§ **Required work**
Copy the listing in full and exactly, omitting its images.

§ **Task input**
# # # # # # #
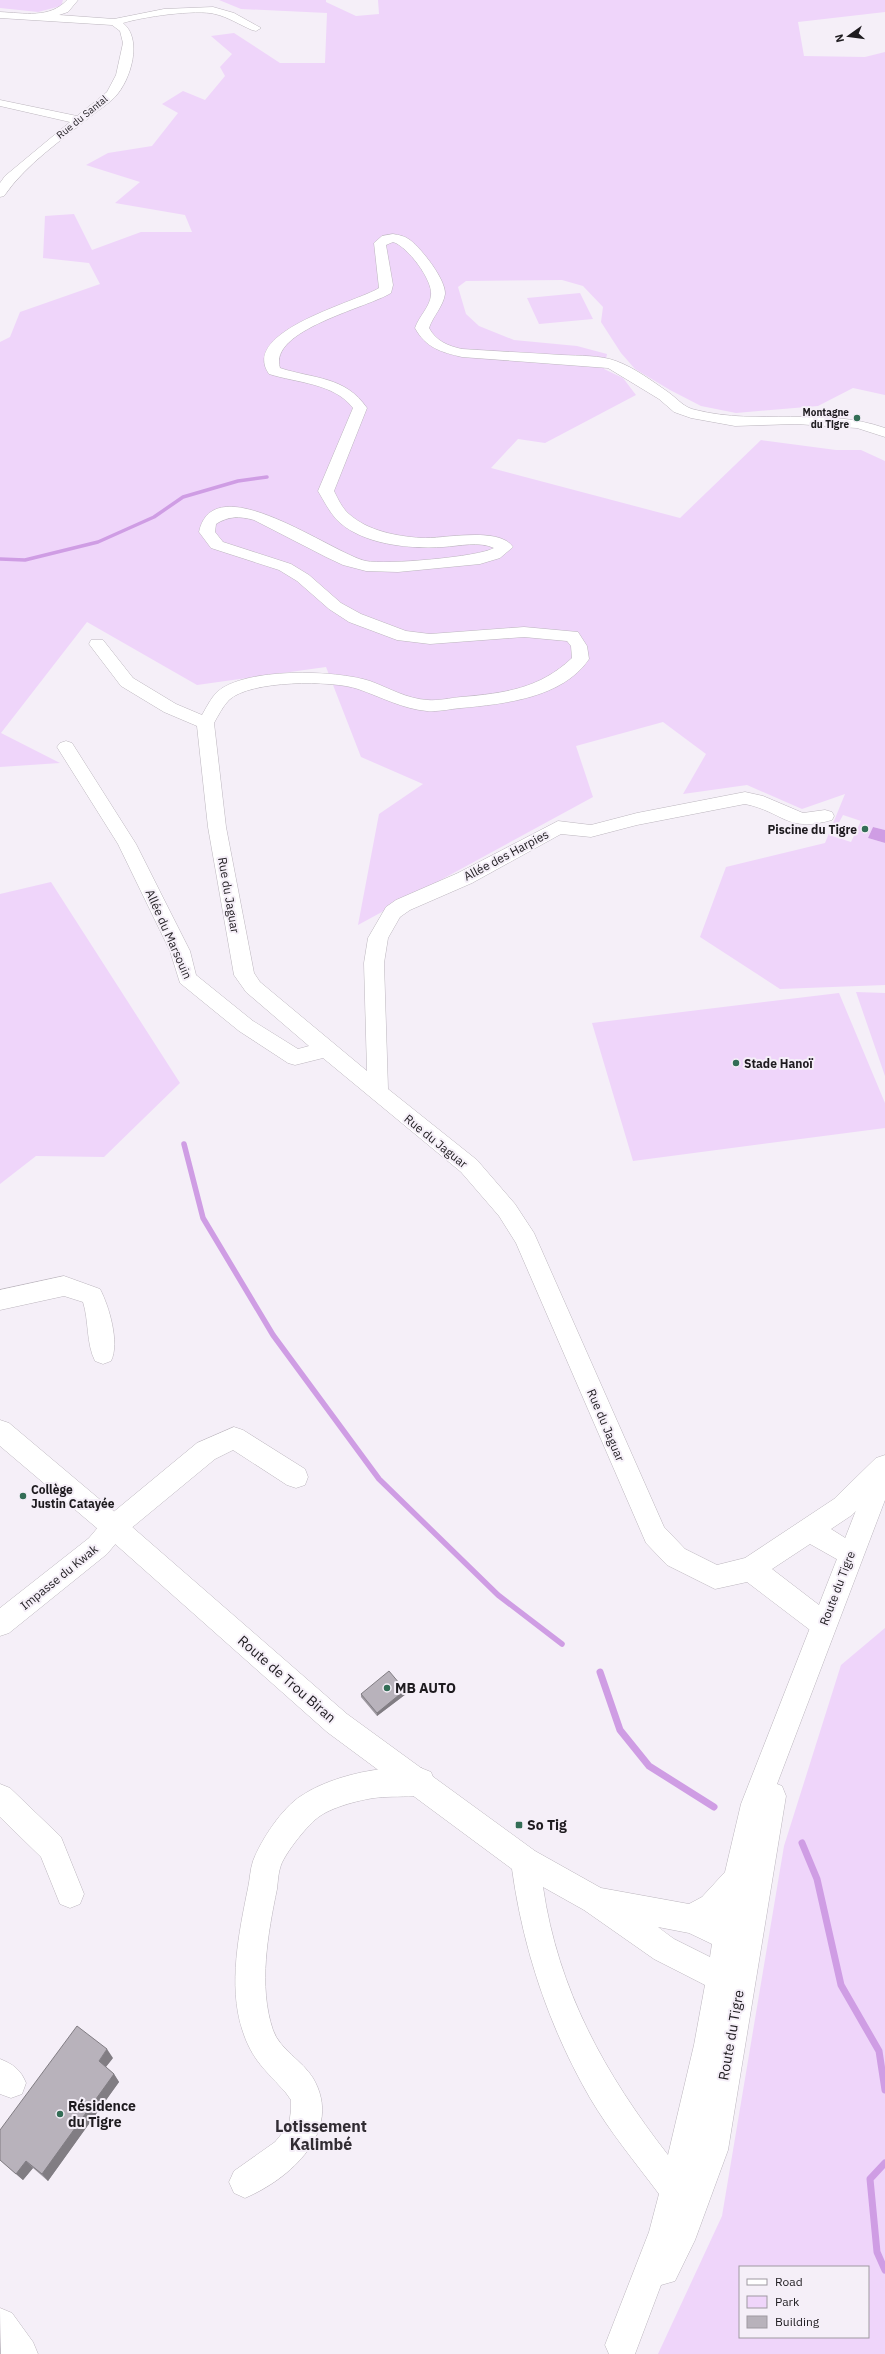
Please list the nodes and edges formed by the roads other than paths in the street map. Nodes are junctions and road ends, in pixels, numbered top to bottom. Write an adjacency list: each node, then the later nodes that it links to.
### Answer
1 (73, 0): 3 (street)
2 (0, 16): 3 (street); 4 (street)
3 (40, 18): 5 (street)
4 (0, 19)
5 (115, 22): 6 (street); 8 (street, Rue du Santal)
6 (256, 28)
7 (0, 103): 8 (street)
8 (79, 120): 9 (street, Rue du Santal)
9 (0, 193)
10 (885, 433): 12 (street)
11 (97, 644): 12 (street)
12 (205, 723): 15 (street, Rue du Jaguar)
13 (66, 747): 15 (street, Allée du Marsouin)
14 (825, 816): 16 (street, Allée des Harpies)
15 (326, 1048): 16 (street, Rue du Jaguar)
16 (378, 1092): 25 (street, Rue du Jaguar)
17 (0, 1300): 18 (street)
18 (103, 1354)
19 (0, 1430): 22 (street, Route de Trou Biran)
20 (885, 1467): 23 (street, Rue du Jaguar); 24 (street, Route du Tigre)
21 (296, 1477): 22 (street, Impasse du Kwak)
22 (114, 1527): 26 (street, Impasse du Kwak); 29 (street, Route de Trou Biran)
23 (810, 1530): 24 (street); 25 (street, Rue du Jaguar)
24 (850, 1554): 27 (street, Route du Tigre)
25 (751, 1569): 27 (street)
26 (0, 1624)
27 (823, 1624): 28 (street, Route du Tigre)
28 (791, 1710): 32 (street, Route du Tigre); 36 (street, Route du Tigre)
29 (421, 1782): 31 (street, Route de Trou Biran); 38 (street)
30 (0, 1798): 33 (street)
31 (525, 1861): 34 (street, Route de Trou Biran); 39 (street)
32 (738, 1880): 35 (street); 36 (street, Route du Tigre)
33 (70, 1894)
34 (594, 1900): 35 (street, Route de Trou Biran); 37 (street, Route de Trou Biran)
35 (691, 1918): 36 (street, Route de Trou Biran)
36 (737, 1941): 37 (street, Route du Tigre)
37 (730, 1980): 39 (street, Route du Tigre); 41 (street, Route du Tigre)
38 (245, 2182)
39 (676, 2190): 41 (street, Route du Tigre)
40 (0, 2325): 42 (street)
41 (619, 2349)
42 (21, 2354)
# # # # # # #
§ **Exercise response**
Please list the nodes and edges formed by the roads other than paths in the street map. Nodes are junctions and road ends, in pixels, numbered top to bottom. Write an adjacency list: each node, then the later nodes that it links to.
### Answer
1 (73, 0): 3 (street)
2 (0, 16): 3 (street); 4 (street)
3 (40, 18): 5 (street)
4 (0, 19)
5 (115, 22): 6 (street); 8 (street, Rue du Santal)
6 (256, 28)
7 (0, 103): 8 (street)
8 (79, 120): 9 (street, Rue du Santal)
9 (0, 193)
10 (885, 433): 12 (street)
11 (97, 644): 12 (street)
12 (205, 723): 15 (street, Rue du Jaguar)
13 (66, 747): 15 (street, Allée du Marsouin)
14 (825, 816): 16 (street, Allée des Harpies)
15 (326, 1048): 16 (street, Rue du Jaguar)
16 (378, 1092): 25 (street, Rue du Jaguar)
17 (0, 1300): 18 (street)
18 (103, 1354)
19 (0, 1430): 22 (street, Route de Trou Biran)
20 (885, 1467): 23 (street, Rue du Jaguar); 24 (street, Route du Tigre)
21 (296, 1477): 22 (street, Impasse du Kwak)
22 (114, 1527): 26 (street, Impasse du Kwak); 29 (street, Route de Trou Biran)
23 (810, 1530): 24 (street); 25 (street, Rue du Jaguar)
24 (850, 1554): 27 (street, Route du Tigre)
25 (751, 1569): 27 (street)
26 (0, 1624)
27 (823, 1624): 28 (street, Route du Tigre)
28 (791, 1710): 32 (street, Route du Tigre); 36 (street, Route du Tigre)
29 (421, 1782): 31 (street, Route de Trou Biran); 38 (street)
30 (0, 1798): 33 (street)
31 (525, 1861): 34 (street, Route de Trou Biran); 39 (street)
32 (738, 1880): 35 (street); 36 (street, Route du Tigre)
33 (70, 1894)
34 (594, 1900): 35 (street, Route de Trou Biran); 37 (street, Route de Trou Biran)
35 (691, 1918): 36 (street, Route de Trou Biran)
36 (737, 1941): 37 (street, Route du Tigre)
37 (730, 1980): 39 (street, Route du Tigre); 41 (street, Route du Tigre)
38 (245, 2182)
39 (676, 2190): 41 (street, Route du Tigre)
40 (0, 2325): 42 (street)
41 (619, 2349)
42 (21, 2354)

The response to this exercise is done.